▶ Action item: Please copy each line of the records below that includes the word "Drive".

▶ Available data:
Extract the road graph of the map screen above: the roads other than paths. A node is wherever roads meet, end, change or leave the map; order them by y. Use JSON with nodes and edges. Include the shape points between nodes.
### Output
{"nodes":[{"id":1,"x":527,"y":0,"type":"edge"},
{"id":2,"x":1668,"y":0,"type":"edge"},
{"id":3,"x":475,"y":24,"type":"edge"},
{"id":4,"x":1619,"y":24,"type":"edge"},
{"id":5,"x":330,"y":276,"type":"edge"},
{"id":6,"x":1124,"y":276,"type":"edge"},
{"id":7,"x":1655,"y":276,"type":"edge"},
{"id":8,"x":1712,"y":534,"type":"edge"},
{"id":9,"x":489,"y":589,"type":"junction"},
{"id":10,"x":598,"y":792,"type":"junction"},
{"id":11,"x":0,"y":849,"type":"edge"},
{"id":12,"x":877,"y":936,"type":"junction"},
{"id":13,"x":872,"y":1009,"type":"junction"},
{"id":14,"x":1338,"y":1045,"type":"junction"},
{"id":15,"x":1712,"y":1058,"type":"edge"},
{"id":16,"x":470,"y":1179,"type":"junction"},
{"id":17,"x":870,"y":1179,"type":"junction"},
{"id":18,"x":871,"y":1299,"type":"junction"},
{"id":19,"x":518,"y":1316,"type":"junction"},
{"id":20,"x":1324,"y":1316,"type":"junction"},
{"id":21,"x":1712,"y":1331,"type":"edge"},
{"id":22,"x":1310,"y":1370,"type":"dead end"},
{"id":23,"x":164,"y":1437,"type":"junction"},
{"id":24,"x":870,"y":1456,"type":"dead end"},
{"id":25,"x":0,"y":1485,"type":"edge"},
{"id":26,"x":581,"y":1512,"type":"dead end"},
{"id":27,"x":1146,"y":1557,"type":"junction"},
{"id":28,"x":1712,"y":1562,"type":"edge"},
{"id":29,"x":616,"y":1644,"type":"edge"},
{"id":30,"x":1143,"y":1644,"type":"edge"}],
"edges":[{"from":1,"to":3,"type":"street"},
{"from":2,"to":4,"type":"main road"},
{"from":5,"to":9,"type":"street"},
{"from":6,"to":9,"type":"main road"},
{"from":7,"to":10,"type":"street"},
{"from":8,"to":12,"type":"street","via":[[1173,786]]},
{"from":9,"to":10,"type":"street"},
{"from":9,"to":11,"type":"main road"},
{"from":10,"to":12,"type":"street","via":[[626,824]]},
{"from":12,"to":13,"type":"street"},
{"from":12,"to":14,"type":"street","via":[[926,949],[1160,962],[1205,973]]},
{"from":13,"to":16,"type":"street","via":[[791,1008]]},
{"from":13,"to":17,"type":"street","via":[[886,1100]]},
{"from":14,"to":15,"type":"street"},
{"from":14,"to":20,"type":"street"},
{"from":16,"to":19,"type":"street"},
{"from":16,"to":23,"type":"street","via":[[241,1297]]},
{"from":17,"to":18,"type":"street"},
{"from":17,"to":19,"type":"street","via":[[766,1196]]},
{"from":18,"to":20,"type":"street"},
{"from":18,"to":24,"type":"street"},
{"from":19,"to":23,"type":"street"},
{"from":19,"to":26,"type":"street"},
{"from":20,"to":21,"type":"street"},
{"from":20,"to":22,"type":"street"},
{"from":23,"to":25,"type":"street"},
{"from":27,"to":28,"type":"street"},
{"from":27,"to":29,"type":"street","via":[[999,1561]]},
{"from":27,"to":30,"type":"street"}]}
---
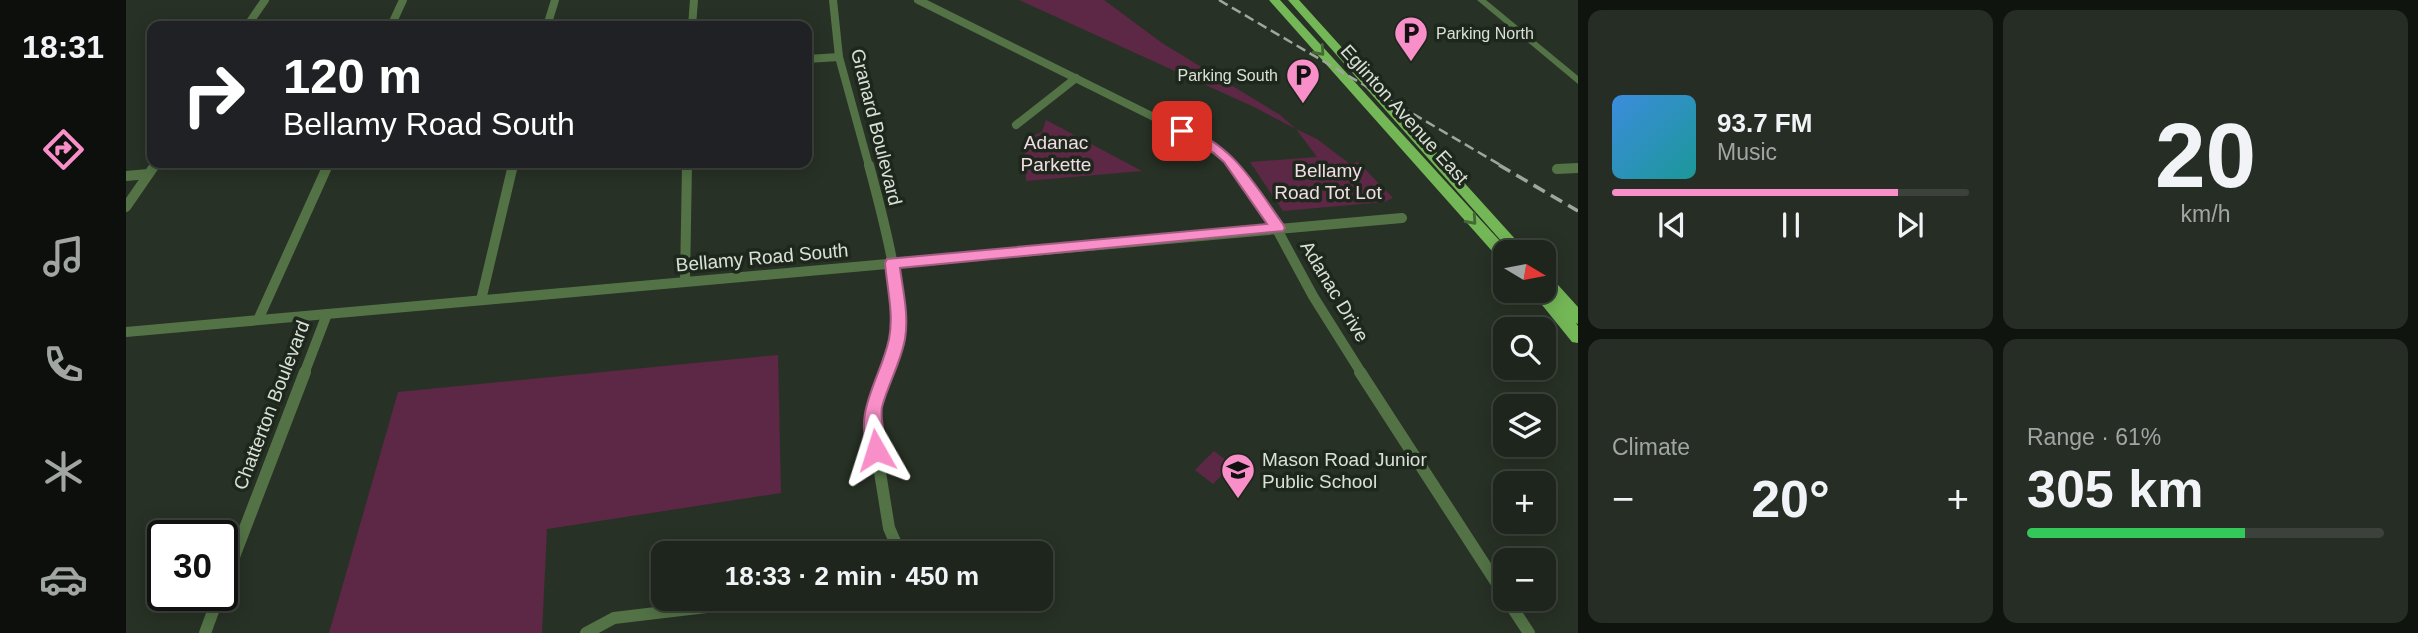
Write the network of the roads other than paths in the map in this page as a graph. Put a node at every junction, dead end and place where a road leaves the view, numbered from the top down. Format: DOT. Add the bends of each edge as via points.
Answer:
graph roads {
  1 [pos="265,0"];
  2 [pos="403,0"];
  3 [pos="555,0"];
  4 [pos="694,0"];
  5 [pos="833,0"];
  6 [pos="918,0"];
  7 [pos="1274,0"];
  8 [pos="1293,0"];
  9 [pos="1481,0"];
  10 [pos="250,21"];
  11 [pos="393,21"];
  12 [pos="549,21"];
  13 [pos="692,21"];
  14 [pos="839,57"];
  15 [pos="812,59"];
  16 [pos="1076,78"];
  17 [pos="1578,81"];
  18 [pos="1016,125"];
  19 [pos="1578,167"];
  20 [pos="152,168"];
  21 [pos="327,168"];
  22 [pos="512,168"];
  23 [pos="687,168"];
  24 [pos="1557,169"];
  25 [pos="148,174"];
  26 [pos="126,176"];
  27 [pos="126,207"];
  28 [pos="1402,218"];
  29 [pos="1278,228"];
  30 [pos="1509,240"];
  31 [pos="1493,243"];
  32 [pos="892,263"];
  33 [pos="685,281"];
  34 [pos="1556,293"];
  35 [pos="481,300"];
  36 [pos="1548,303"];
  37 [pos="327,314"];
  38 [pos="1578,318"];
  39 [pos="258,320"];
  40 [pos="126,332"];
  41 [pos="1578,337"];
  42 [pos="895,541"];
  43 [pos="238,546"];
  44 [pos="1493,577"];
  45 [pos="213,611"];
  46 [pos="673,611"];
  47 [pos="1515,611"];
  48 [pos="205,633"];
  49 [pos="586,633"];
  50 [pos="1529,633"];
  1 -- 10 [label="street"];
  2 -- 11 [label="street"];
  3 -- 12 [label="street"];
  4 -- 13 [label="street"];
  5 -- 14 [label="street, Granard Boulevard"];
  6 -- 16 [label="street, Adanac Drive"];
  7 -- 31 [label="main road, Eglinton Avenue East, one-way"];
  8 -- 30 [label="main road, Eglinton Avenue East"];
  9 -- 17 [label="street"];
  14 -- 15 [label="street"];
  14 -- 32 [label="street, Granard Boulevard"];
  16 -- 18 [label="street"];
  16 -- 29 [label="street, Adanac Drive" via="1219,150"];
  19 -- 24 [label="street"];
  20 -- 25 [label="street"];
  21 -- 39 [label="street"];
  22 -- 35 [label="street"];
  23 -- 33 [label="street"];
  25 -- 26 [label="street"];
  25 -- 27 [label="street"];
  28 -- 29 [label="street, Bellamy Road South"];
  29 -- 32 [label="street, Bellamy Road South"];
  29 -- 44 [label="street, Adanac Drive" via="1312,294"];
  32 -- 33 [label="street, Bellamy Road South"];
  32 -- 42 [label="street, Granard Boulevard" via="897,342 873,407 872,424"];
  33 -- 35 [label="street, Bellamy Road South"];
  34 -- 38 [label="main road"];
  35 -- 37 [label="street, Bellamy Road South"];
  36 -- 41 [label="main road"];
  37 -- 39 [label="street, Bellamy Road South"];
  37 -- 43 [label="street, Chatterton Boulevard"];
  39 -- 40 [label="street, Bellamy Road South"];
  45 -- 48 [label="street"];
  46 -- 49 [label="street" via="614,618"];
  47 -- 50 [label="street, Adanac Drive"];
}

▶ Reply to the task:
  6 -- 16 [label="street, Adanac Drive"];
  16 -- 29 [label="street, Adanac Drive" via="1219,150"];
  29 -- 44 [label="street, Adanac Drive" via="1312,294"];
  47 -- 50 [label="street, Adanac Drive"];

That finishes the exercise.